Jiří Valenta
Jiří Valenta was born in Prague on August 6, 1936. He attended the Art School in Prague (1951–1953). At the age of seventeen, he passed the entrance exams to the Academy of Fine Arts, received a special dispensation, and studied in the studios of Professors Miloslav Holý and Karel Souček (1953–1959). He worked across painting, drawing, and graphics. Together with Jan Koblasa, he became a leading figure of the youngest and most radical generation of artists. The exhibition Konfrontace I (Confrontation I, 1960), which introduced Art Informel abstraction into Czech art, was held in his studio.
Light and geometric morphology, intertwined with subtle references to the human body, played a central role in his artistic expression. From the 1960s onward, he participated in numerous exhibitions in Czechoslovakia and abroad, including the Fourth Youth Biennale in Paris (1965), and held solo exhibitions in Brno (1965) and Prague (1966). In the autumn of 1968, he emigrated to West Germany. Initially, he lived and worked in Hof Dodau near Eutin (1968–1969) and exhibited in Kiel, Hannover, Hamburg, and Celle. In 1970, he moved to Plön, and in 1971, he received a year-long scholarship from the Emil Nolde Foundation in Seebüll. Drawing on a complex geometric system that emphasized the transparency of spatial planes and suggested the presence of the human body, he created cycles of drawings and paintings. After a brief stay in Brühl, he settled in Cologne in 1972. In his paintings, he reached a state of pure transcendence – a dialogue of white on white. In 1979, he stopped painting and turned his focus to photography. He took part in several group exhibitions in Germany. In the spring of 1991, he visited Prague, but on July 11, 1991, he died of a malignant disease in Cologne. His work is held in both Czech and international public and private collections.
From the beginning of his career, Valenta focused on figural themes in both painting and graphics. Toward the end of his studies (1958), he was influenced by the work of Jean Dubuffet, who deconstructed traditional figure representation.

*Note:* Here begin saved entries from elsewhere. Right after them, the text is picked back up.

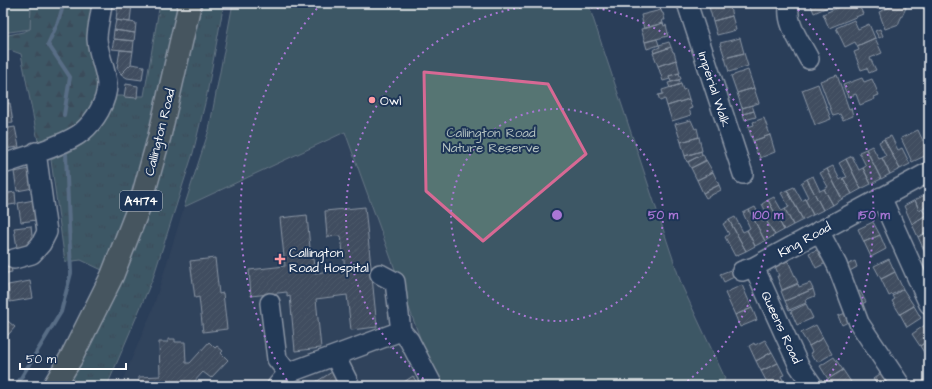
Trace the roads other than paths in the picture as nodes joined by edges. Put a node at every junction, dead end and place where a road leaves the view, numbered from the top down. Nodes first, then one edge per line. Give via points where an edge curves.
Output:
1 (102, 3) edge
2 (190, 3) edge
3 (687, 3) edge
4 (790, 3) edge
5 (809, 59) dead end
6 (36, 152) junction
7 (3, 164) edge
8 (929, 172) edge
9 (743, 174) dead end
10 (881, 197) junction
11 (819, 231) junction
12 (14, 259) dead end
13 (748, 269) joint
14 (380, 274) dead end
15 (269, 303) dead end
16 (929, 304) edge
17 (401, 331) junction
18 (335, 356) junction
19 (289, 379) edge
20 (54, 386) edge
21 (350, 386) edge
22 (433, 386) edge
23 (813, 386) edge
24 (900, 386) edge

1 - 6 street via 97,40 104,65 107,91 102,107 82,132 69,140
2 - 20 main road, Callington Road / A4174 via 159,138 142,199 112,276
3 - 9 street, Imperial Walk
4 - 5 street via 791,25
6 - 7 street
6 - 12 street via 47,232 32,254
8 - 10 street, King Road
10 - 11 street, King Road
10 - 16 street
11 - 13 street, King Road
11 - 24 street via 837,265 859,323
13 - 23 street, Queens Road via 799,366
14 - 17 street via 395,282
15 - 19 street via 277,359
17 - 18 street
17 - 22 street via 409,340
18 - 19 street
18 - 21 street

Inspired by this approach, Valenta began to radically alter his concept of the human body, learning to see the world with “different” eyes, in its raw, unfiltered state. This transformation is evident in his depictions of nudes, which he reimagined in etchings, drawings, and paintings as flat, contoured, rudimentary signs, evoking fertility idols or, at times, children’s creations.
In his pursuit of alignment with the contemporary avant-garde, Valenta enthusiastically broke away from formal conventions. A first indication of this boldness appeared in his Bílé masky (White Masks) series of linocuts, created during his final year at the Academy. Unexpectedly, he conceived them as negative, imaginatively reduced flat signs. In terms of intention and concept, they diverged from his simplified representations of the female body. Here, the artist focused only on facial expression, transforming it into fragmented suggestions marked by stark black-and-white contrasts. Particularly striking are the linocuts whose radically simplified forms verge on abstraction – works that, at the time, had few, if any, parallels.